How Did Twenty One Capital Rise in Bitcoin Treasury Rankings?
Jack Mallers’ Twenty One Capital has moved into the second position among publicly traded Bitcoin treasury companies after miner MARA reduced its holdings. The firm now holds 43,514 BTC, valued at more than $2.9 billion based on current market prices.
The company was listed late last year following a business combination with Cantor Equity Partners, a special purpose acquisition company, and now trades under the ticker XXI on the New York Stock Exchange. Despite its growing Bitcoin reserves, the stock is down more than 25% year-to-date, reflecting broader pressure across crypto-linked equities.
The shift in rankings comes after MARA sold 15,133 BTC during March 2026, worth around $1.1 billion. Japan-based Metaplanet now ranks as the third-largest public Bitcoin treasury holder with 35,100 BTC.
Why Is MARA Selling Bitcoin?
MARA’s reduction in holdings reflects pressure from debt obligations accumulated during the previous market cycle. The company had expanded its Bitcoin reserves using borrowed capital, a strategy that becomes more difficult to sustain as market conditions weaken and financing costs rise.

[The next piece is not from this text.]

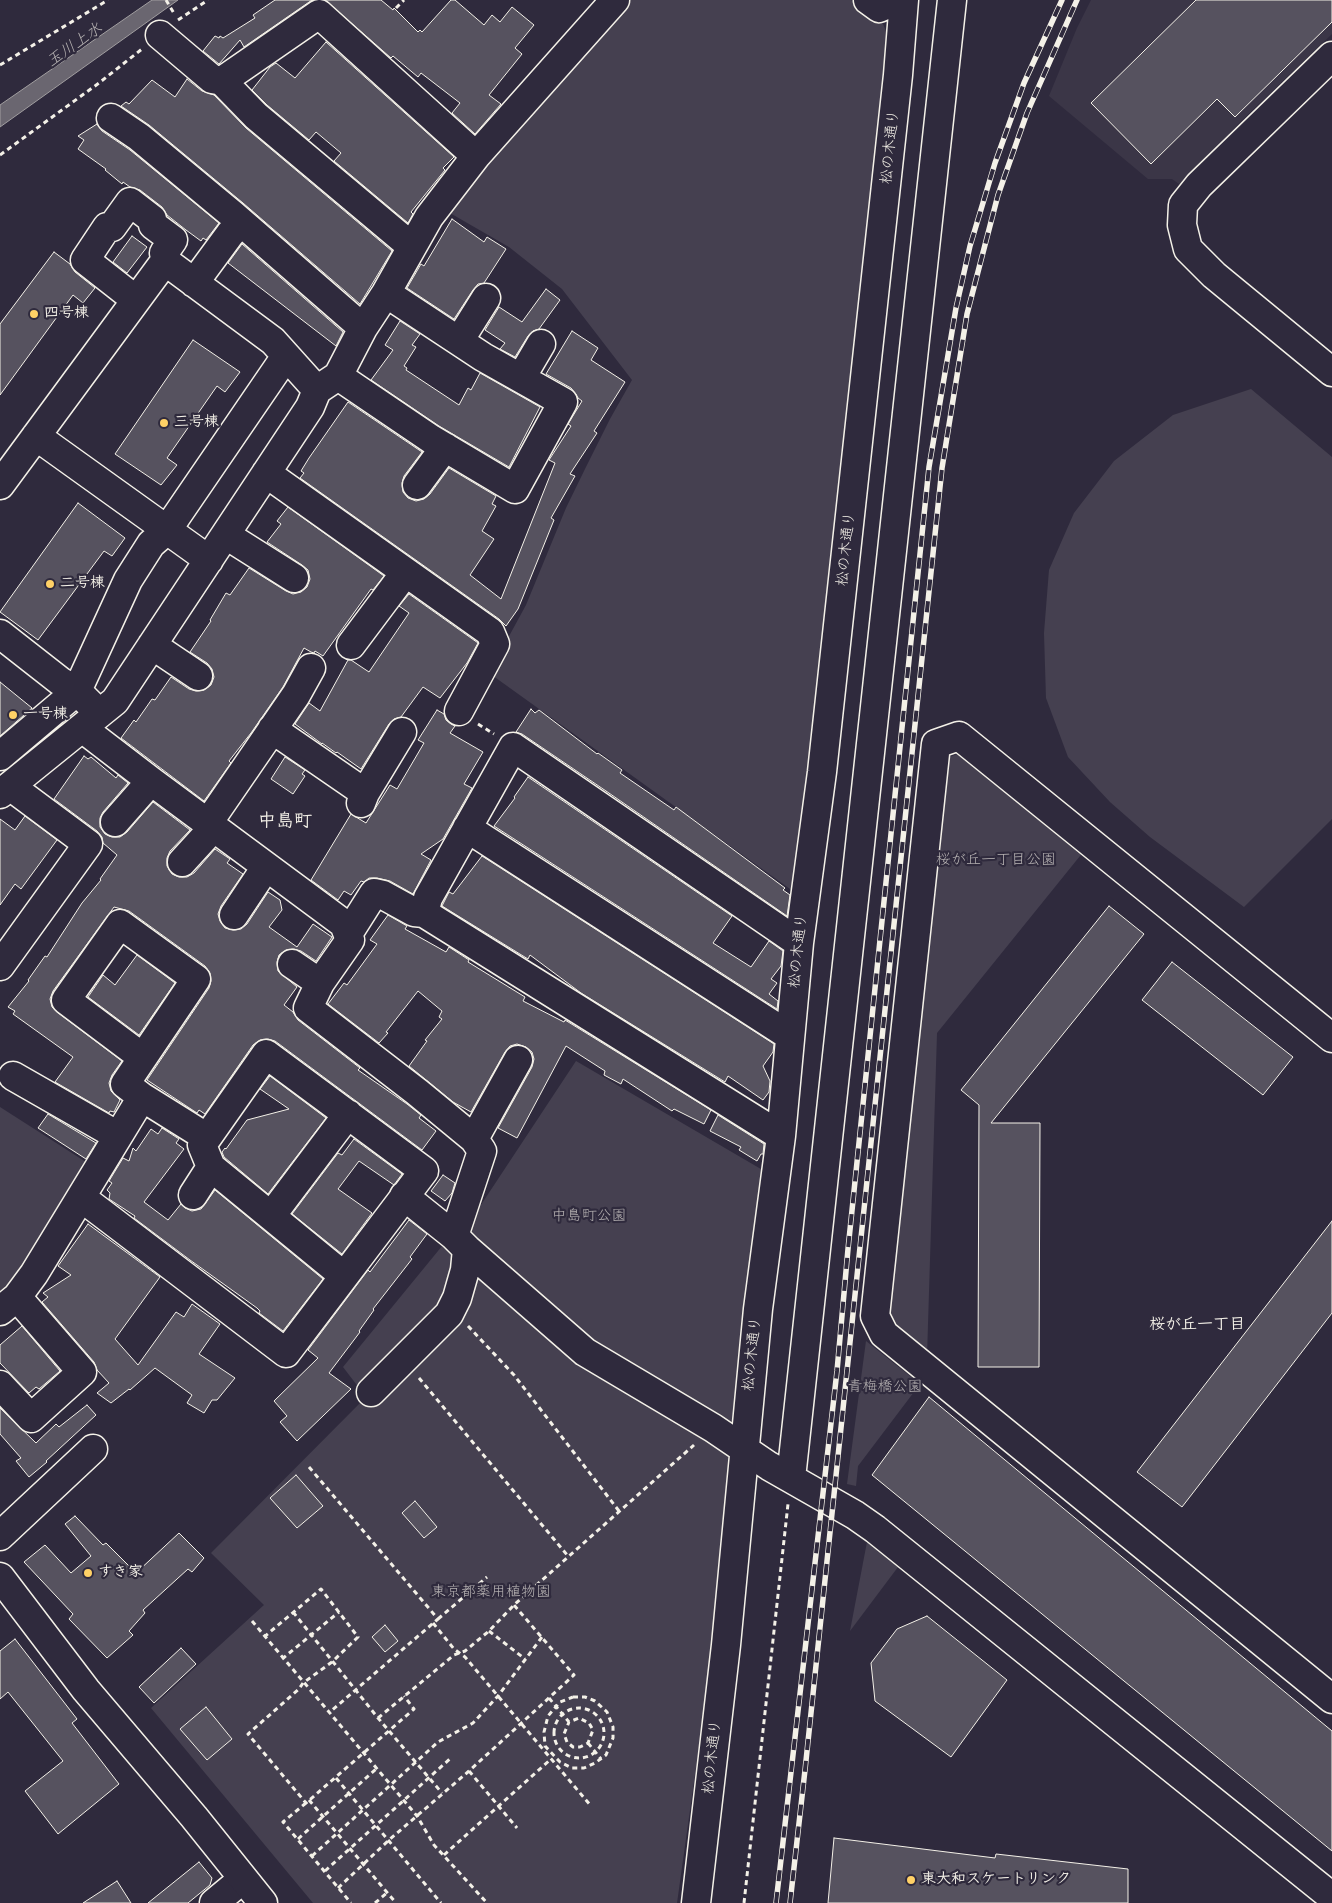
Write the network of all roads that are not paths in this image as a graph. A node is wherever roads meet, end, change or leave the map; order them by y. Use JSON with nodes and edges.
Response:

“For the industry, it’s a cautionary signal. MARA borrowed aggressively to stack sats during the bull run and is now selling Bitcoin at a loss to service that debt. This is the precise scenario critics of debt-fueled treasury strategies have warned about.”
The situation highlights the risks associated with leverage-driven accumulation strategies, particularly when market prices decline and access to refinancing becomes constrained.
Investor Takeaway
How Does This Compare to Alternative Treasury Models?
MARA’s approach contrasts with models that treat Bitcoin as long-term collateral rather than a leveraged accumulation trade. Some treasury-focused firms have structured their holdings to support ongoing financing without requiring immediate liquidation during downturns.
“Can miners sustainably operate as Bitcoin treasury companies without the capital markets infrastructure Saylor spent five years building?”
The comparison points to a structural divide in the market. Companies with access to stable capital markets infrastructure may be better positioned to manage volatility, while others face constraints tied to funding costs and balance sheet flexibility.
Investor Takeaway
Is the Crypto Treasury Model Under Pressure?
Some analysts view the shift as part of a broader recalibration in the crypto treasury space. The market downturn that began in October 2025, combined with declining equity valuations, has reduced access to cheap capital and increased pressure on balance sheets.
Earlier projections suggested that only a limited number of treasury-focused firms would sustain operations through tightening market conditions. Companies trading near or below their net asset value may need to liquidate holdings to meet financial obligations.
At the same time, firms that treat Bitcoin as a long-term strategic asset rather than a short-term trade may be better positioned to operate across cycles. The divergence between these approaches is becoming more visible as market conditions test the resilience of different treasury models.